## Provided information
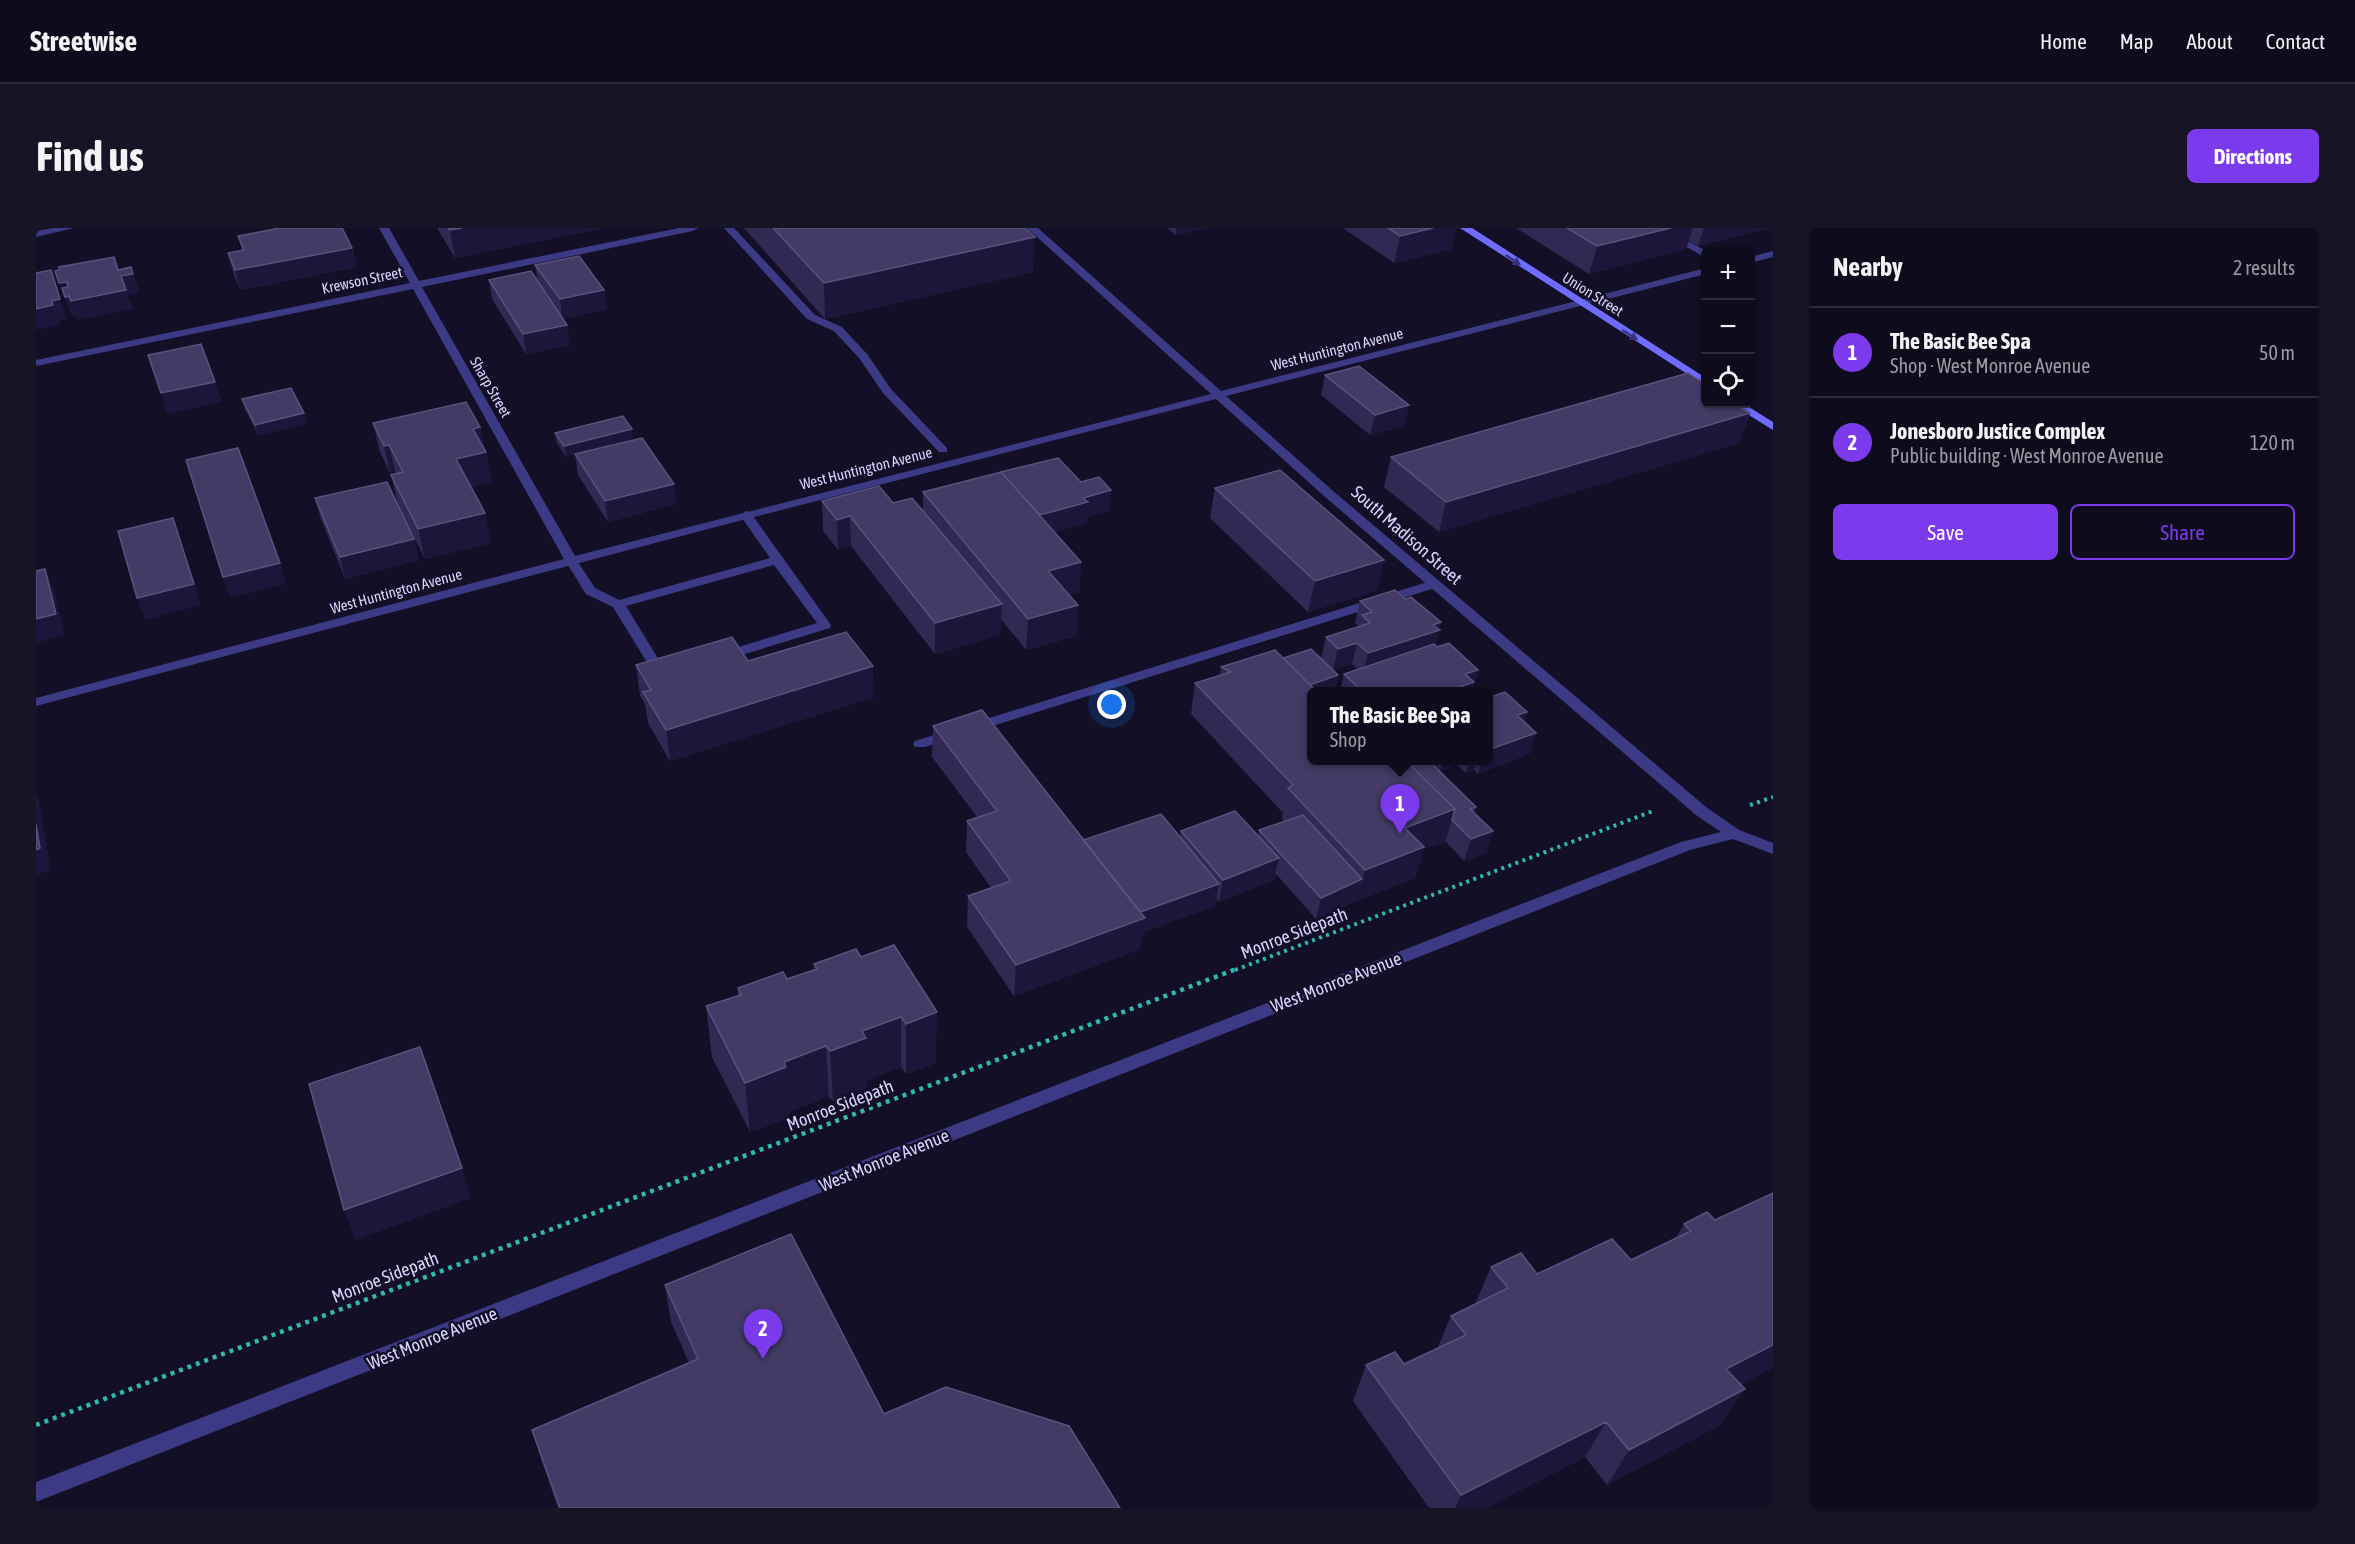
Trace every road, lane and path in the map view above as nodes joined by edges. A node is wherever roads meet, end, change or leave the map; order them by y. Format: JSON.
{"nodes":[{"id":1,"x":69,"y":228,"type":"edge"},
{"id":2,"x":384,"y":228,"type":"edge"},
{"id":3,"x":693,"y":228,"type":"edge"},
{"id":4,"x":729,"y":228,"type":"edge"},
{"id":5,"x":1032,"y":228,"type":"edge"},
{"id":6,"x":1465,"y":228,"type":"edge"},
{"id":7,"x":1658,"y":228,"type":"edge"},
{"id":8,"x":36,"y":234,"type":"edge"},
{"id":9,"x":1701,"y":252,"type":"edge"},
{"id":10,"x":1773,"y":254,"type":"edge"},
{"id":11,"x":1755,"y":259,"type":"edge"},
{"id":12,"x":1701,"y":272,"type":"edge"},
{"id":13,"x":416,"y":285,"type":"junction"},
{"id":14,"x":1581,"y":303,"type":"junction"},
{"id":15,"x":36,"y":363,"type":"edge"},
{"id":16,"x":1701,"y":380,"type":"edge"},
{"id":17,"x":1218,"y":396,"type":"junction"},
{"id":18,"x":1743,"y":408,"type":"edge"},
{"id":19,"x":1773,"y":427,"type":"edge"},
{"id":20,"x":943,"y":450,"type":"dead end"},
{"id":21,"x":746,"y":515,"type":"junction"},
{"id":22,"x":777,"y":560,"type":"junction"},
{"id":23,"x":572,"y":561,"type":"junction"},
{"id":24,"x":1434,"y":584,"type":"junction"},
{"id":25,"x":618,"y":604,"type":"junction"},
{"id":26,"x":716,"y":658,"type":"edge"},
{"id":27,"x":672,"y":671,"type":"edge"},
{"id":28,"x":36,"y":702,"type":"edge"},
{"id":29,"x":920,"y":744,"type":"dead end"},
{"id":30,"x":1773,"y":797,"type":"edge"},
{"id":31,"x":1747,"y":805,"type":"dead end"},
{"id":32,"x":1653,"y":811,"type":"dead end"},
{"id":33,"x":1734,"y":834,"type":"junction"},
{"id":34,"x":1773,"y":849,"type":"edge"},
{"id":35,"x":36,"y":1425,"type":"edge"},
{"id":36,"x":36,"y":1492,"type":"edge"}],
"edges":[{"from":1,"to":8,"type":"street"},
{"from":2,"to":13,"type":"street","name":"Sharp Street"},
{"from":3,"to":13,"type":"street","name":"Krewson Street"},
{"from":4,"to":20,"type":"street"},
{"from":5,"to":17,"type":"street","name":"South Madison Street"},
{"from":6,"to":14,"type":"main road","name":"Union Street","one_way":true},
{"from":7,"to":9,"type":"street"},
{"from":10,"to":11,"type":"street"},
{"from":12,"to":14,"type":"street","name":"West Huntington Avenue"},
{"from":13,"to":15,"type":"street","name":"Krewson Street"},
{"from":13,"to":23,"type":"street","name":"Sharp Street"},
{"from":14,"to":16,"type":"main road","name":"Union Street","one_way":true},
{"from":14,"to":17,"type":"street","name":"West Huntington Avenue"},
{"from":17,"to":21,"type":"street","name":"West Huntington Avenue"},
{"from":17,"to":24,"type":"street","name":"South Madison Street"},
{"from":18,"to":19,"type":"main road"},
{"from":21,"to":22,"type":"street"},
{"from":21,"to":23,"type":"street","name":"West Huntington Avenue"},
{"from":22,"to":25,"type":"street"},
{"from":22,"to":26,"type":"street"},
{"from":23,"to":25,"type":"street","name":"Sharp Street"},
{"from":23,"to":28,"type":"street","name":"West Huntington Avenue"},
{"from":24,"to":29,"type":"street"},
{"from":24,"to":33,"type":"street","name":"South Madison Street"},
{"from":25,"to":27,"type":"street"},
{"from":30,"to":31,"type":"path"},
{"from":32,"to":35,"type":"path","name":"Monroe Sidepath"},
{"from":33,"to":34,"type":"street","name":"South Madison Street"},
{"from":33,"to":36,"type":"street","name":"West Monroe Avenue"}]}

## Try it
Look through the entries above and report each line where the string "dead" occurs.

## Written answer
{"id":20,"x":943,"y":450,"type":"dead end"},
{"id":29,"x":920,"y":744,"type":"dead end"},
{"id":31,"x":1747,"y":805,"type":"dead end"},
{"id":32,"x":1653,"y":811,"type":"dead end"},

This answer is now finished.